▶ _Required action_
From the entries that follow, pick out all lines holding "junctions".

▶ _Data shown_
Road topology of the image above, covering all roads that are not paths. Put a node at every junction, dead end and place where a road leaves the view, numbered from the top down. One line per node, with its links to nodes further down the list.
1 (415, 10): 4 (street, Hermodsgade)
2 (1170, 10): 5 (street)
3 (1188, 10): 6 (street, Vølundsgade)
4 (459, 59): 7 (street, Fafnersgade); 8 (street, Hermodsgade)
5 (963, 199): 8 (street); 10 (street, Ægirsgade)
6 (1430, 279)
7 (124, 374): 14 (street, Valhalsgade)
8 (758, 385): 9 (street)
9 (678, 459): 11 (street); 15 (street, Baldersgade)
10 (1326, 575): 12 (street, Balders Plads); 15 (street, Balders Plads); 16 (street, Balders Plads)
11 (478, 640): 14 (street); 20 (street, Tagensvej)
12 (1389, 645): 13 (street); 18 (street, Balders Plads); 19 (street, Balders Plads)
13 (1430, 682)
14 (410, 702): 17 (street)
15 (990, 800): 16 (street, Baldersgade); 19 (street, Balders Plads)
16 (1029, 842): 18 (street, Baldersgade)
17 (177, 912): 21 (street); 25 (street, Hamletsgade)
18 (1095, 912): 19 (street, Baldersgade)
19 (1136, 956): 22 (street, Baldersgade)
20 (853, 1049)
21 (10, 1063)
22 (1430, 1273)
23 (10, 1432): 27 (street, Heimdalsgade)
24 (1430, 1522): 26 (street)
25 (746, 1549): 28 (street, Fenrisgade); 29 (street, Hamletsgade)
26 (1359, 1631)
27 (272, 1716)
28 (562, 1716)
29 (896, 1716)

==

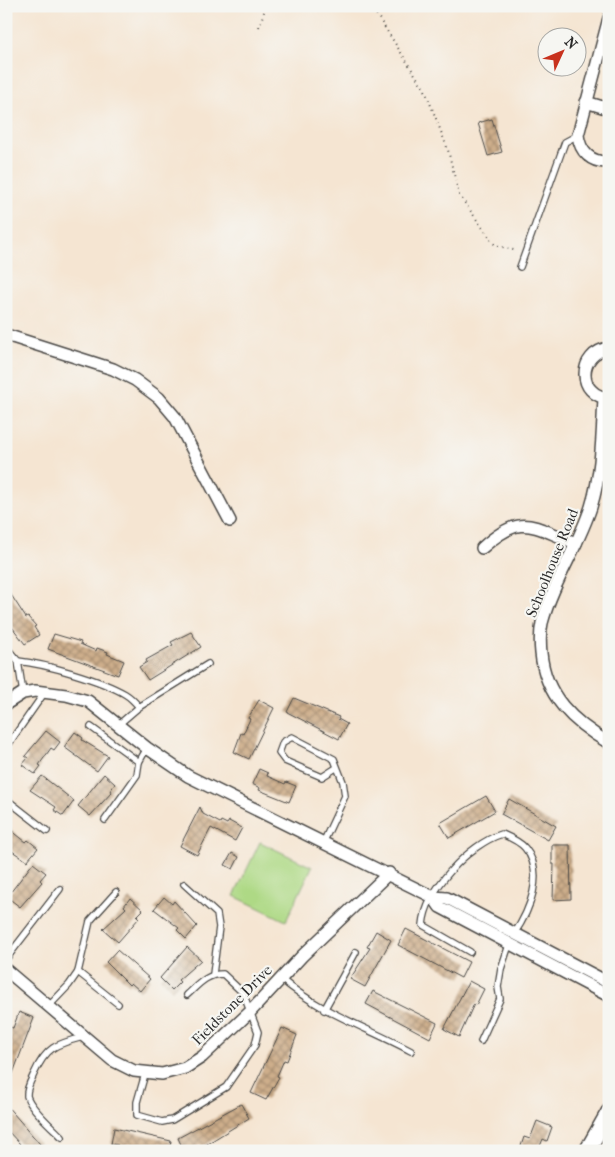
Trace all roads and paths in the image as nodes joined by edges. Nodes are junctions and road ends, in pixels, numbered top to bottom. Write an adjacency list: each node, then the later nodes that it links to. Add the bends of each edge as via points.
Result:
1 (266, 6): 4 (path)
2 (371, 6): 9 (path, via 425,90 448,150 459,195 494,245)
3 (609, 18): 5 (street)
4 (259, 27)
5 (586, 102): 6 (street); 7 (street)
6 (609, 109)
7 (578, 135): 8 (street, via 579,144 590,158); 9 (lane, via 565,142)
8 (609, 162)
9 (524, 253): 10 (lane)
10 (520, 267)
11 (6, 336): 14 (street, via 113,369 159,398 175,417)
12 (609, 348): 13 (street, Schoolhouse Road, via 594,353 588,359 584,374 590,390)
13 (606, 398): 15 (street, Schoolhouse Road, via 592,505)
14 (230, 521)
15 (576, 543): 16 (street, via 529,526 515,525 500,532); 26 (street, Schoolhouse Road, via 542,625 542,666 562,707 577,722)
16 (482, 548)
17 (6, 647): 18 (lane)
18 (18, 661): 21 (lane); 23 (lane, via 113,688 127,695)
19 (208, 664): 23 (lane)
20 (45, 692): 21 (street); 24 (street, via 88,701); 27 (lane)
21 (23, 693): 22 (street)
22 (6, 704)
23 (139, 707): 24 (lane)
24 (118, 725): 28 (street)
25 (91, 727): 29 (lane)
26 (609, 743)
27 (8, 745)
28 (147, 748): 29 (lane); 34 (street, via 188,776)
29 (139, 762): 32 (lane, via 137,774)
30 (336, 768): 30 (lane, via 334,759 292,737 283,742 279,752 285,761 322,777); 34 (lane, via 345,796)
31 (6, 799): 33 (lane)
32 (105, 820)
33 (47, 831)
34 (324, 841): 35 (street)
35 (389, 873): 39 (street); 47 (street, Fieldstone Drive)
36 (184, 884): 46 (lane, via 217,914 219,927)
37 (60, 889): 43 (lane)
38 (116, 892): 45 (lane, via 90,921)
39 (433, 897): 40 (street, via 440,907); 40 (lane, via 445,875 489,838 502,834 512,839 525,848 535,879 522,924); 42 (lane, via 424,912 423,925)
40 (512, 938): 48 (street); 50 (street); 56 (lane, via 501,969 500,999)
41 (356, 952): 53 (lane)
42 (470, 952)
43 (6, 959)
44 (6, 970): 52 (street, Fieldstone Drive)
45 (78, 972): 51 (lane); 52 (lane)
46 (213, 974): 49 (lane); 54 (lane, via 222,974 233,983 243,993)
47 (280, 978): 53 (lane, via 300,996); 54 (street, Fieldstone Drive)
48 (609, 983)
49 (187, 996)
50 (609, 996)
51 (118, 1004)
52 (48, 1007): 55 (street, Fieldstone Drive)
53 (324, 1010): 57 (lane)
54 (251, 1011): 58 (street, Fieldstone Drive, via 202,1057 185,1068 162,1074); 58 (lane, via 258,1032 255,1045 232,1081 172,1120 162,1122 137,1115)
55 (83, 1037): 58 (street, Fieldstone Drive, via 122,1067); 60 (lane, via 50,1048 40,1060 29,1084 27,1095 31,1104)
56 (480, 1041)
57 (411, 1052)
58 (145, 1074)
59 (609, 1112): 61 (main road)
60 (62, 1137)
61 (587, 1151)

==

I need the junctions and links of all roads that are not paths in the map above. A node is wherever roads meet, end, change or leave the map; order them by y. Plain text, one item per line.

▶ _Answer below_
Trace all roads and paths in the image as nodes joined by edges. Nodes are junctions and road ends, in pixels, numbered top to bottom. Write an adjacency list: each node, then the later nodes that it links to. Add the bends of each edge as via points.
I need the junctions and links of all roads that are not paths in the map above. A node is wherever roads meet, end, change or leave the map; order them by y. Plain text, one item per line.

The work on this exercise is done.